For years, developers have been struggling to find the way to create high-scalable projects. When building complex software, they face a plenty of challenges required to be solved. Otherwise, the app is likely to fail and bring no income.

Uber-like applications are capable to handle up to thousands of requests per second and can be easily scaled if necessary. What’s more, users can access the main functionality if some system’s parts are down. So, how to develop such high availability solutions where critical functions work even if something fails?

The answer lies in the distributed architecture. While centralized systems have low availability, scalability, and consistency, distributed software systems provide their high levels. Certainly, the development of distributed systems is more complicated, but the result is worth it.

Distributed software systems can be demonstrated by the client-server architecture, designing the base for multi-tier architectures, which in turn, have functions like presentation, application processing, and data management separated from each other. Alternatives include the broker architecture and Service-Oriented Architecture (SOA).

Add development teams can use different development frameworks to support distributed architectures, for example,.NET, J2EE, CORBA, .NET Web services, AXIS Java Web services, and Globus Grid services.

Middleware is an infrastructure supporting both the creation and execution of distributed software systems and providing a buffer between the network and applications. It’s established in the middle of the system and manages/supports various software system’s components.

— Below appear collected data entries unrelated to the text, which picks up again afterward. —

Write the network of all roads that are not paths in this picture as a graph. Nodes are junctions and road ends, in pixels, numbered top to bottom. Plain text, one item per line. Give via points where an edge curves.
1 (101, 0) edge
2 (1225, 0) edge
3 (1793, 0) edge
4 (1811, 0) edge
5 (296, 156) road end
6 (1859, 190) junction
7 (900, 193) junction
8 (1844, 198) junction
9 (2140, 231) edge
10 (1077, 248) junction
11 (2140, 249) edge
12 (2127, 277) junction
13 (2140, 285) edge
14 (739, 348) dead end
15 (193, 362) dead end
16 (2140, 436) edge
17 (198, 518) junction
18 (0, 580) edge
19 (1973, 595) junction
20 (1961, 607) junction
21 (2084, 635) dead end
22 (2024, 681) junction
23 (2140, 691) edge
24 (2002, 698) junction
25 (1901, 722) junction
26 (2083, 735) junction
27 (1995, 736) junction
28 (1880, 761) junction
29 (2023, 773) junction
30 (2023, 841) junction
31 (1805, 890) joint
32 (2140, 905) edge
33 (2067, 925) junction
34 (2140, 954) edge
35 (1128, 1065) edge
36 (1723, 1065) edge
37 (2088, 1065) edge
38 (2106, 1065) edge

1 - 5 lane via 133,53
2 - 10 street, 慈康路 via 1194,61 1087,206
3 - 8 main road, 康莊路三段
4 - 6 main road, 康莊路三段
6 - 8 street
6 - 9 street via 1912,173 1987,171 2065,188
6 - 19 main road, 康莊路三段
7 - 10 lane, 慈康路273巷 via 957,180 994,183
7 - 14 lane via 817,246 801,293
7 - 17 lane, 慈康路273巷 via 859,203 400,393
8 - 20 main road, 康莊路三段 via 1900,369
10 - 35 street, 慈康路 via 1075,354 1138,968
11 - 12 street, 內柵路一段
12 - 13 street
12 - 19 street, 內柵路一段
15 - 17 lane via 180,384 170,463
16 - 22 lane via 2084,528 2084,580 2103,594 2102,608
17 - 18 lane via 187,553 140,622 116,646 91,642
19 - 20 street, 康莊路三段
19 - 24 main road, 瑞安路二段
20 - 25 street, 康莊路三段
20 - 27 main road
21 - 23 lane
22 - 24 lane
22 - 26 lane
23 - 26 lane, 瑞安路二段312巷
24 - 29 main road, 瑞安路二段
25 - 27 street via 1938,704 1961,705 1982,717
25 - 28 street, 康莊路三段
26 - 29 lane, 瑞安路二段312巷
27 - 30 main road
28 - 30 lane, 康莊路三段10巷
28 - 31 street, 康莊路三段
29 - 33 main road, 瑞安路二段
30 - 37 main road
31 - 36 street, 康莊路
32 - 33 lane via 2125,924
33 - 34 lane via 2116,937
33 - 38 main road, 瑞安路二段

Distributed architecture is based on the idea of distributed system concepts such as availability, consistency, durability, idempotency, and persistence. When the application complies with these concepts, it can easily withstand high loads, process thousands of requests per second, have all operations correctly made, and all messages successfully delivered.

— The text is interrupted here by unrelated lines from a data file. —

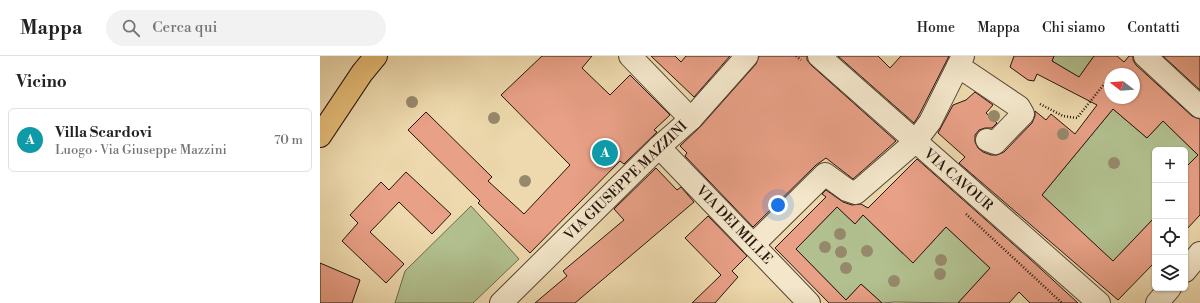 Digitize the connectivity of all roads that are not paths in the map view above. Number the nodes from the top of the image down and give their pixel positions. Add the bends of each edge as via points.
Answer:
1 (376, 56) edge
2 (630, 56) edge
3 (747, 56) edge
4 (819, 56) edge
5 (1145, 56) edge
6 (961, 61) edge
7 (1200, 107) edge
8 (691, 119) junction
9 (320, 136) edge
10 (988, 140) dead end
11 (915, 142) junction
12 (659, 147) junction
13 (753, 245) junction
14 (1200, 253) edge
15 (1188, 267) edge
16 (1167, 291) edge
17 (501, 303) edge
18 (809, 303) edge
19 (1099, 303) edge
20 (1157, 303) edge

1 - 9 main road
2 - 8 street
3 - 8 street, VIA GIUSEPPE MAZZINI
4 - 11 street, VIA CAVOUR
5 - 7 street
6 - 10 street via 1019,107 1023,114 995,143
6 - 11 street via 930,122
8 - 12 street, VIA GIUSEPPE MAZZINI
11 - 13 street via 856,192 847,190 825,174
11 - 19 street, VIA CAVOUR
12 - 13 street, VIA DEI MILLE
12 - 17 street, VIA GIUSEPPE MAZZINI
13 - 18 street, VIA DEI MILLE
14 - 15 street
16 - 20 street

Distributed system concepts


1. Availability

High availability means the percentage of time the service is operational. It is one of the most important characteristics of successful software. Though developers dream about achieving 100% availability, it can be very challenging and expensive. Even such large and complex systems as Gmail and the VISA card network don’t provide 100% availability.

Distributed software systems are often designed on top of machines with a lower level of availability. To develop an application with 99.99% availability you can use machines/nodes that have the four nines availability.

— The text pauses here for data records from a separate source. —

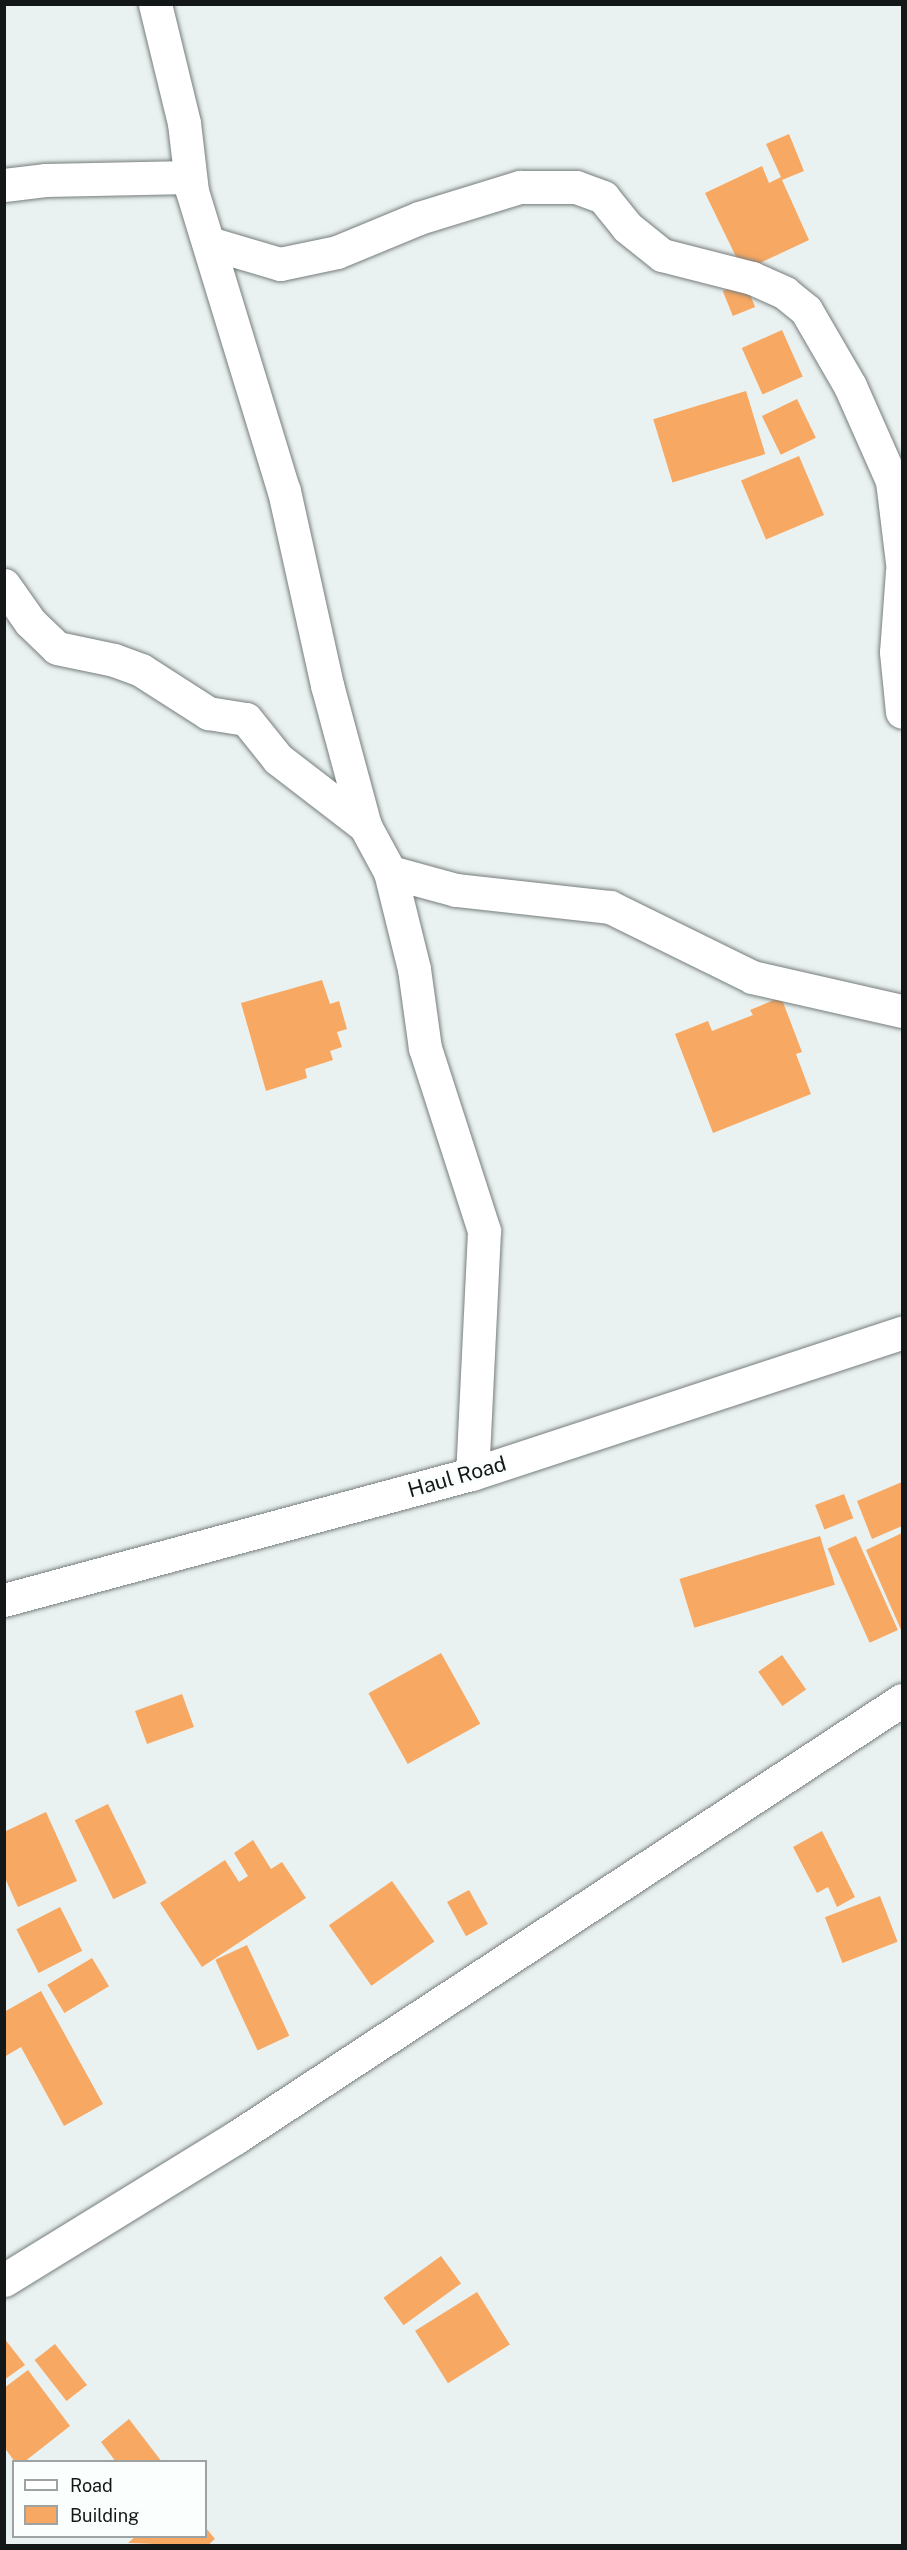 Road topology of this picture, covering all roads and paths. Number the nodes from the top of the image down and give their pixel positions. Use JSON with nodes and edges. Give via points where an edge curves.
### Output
{"nodes":[{"id":1,"x":155,"y":4,"type":"edge"},
{"id":2,"x":190,"y":177,"type":"junction"},
{"id":3,"x":4,"y":185,"type":"edge"},
{"id":4,"x":209,"y":243,"type":"junction"},
{"id":5,"x":903,"y":563,"type":"edge"},
{"id":6,"x":903,"y":571,"type":"edge"},
{"id":7,"x":4,"y":585,"type":"edge"},
{"id":8,"x":903,"y":712,"type":"edge"},
{"id":9,"x":365,"y":826,"type":"junction"},
{"id":10,"x":390,"y":872,"type":"junction"},
{"id":11,"x":903,"y":1011,"type":"edge"},
{"id":12,"x":903,"y":1333,"type":"edge"},
{"id":13,"x":472,"y":1474,"type":"junction"},
{"id":14,"x":4,"y":1600,"type":"edge"},
{"id":15,"x":903,"y":1700,"type":"edge"},
{"id":16,"x":4,"y":2280,"type":"edge"}],
"edges":[{"from":1,"to":2,"type":"street","via":[[184,123]]},
{"from":2,"to":3,"type":"street","via":[[45,180]]},
{"from":2,"to":4,"type":"street"},
{"from":4,"to":5,"type":"street","via":[[280,264],[337,252],[419,218],[520,187],[576,187],[603,197],[627,227],[662,255],[752,278],[785,293],[806,310],[850,386],[892,481]]},
{"from":4,"to":9,"type":"street","via":[[284,491],[327,685]]},
{"from":6,"to":8,"type":"street","via":[[896,652]]},
{"from":7,"to":9,"type":"street","via":[[30,621],[57,648],[141,670],[208,713],[246,719],[278,759]]},
{"from":9,"to":10,"type":"street"},
{"from":10,"to":11,"type":"street","via":[[456,890],[610,907],[752,977]]},
{"from":10,"to":13,"type":"street","via":[[414,969],[425,1048],[484,1231]]},
{"from":12,"to":13,"type":"street","name":"Haul Road"},
{"from":13,"to":14,"type":"street","name":"Haul Road"},
{"from":15,"to":16,"type":"street","via":[[235,2138]]}]}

Also, a good way to achieve it is to add a bunch of machines/nodes into the cluster. It will enable to ensure an effective system’s functioning even if some of the nodes are down.


2. Consistency

Consistency is one of the main distributed system concepts and elements of highly available systems. In a consistent system, all nodes see and return the same information simultaneously. In order to ensure that all nodes have the same data, they need to exchange messages and work in synchronization.

However, in speaking of data communications between nodes, some difficulties may arise. For example, messages’ delivery may fail, or messages may get lost, or some nodes may be unavailable at some point.

Generally, the weaker the required level of consistency, the faster the system can work – but at the same time the higher chances that it won’t return the latest dataset.

When building a consistent system, you need to decide what level of consistency it needs to have. In some cases, some system’s parts must have strongly consistent data. For instance, when you need to keep information about payments’ initiation in a highly consistent way. For other parts that aren’t so important, the level of consistency can be a bit lower.


3. Idempotency

Idempotency means that the actual event execution will occur only one time regardless the number of times a specific request is executed. By providing a high level of idempotency, developers manage to avoid bad consequences of dropped connections, request errors, and more.

For example, if the customer tries to make a payment but nothing happens, he/she could try again. When the system is idempotent, the payment will be charged only one time, while non-idempotent systems don’t guarantee the lack of double charges and users returning their money back.

So, to develop a software system with lossless message/data delivery, you need to ensure idempotency. For that, you can integrate versioning and optimistic locking, where the systems implement idempotency by applying a strongly consistent storage as their data source.


4. Data durability

Durability is one of the key concerns of distributed software systems. It means that once data is added to the data storage, they will be available in the future, even if the some system’s nodes are offline or have their data corrupted.

Different distributed databases have different levels of data durability. Some databases support data durability at the machine/node level, some of them maintain it at the cluster level, and some don’t offer this functionality out of the box.

Data durability takes an important role when developing high-scalable applications able to process millions of events per day. In many cases, product owners/companies can’t allow data loss, especially when dealing with transactions and other critical operations. That’s why developers need to strongly focus on providing a high level of data durability.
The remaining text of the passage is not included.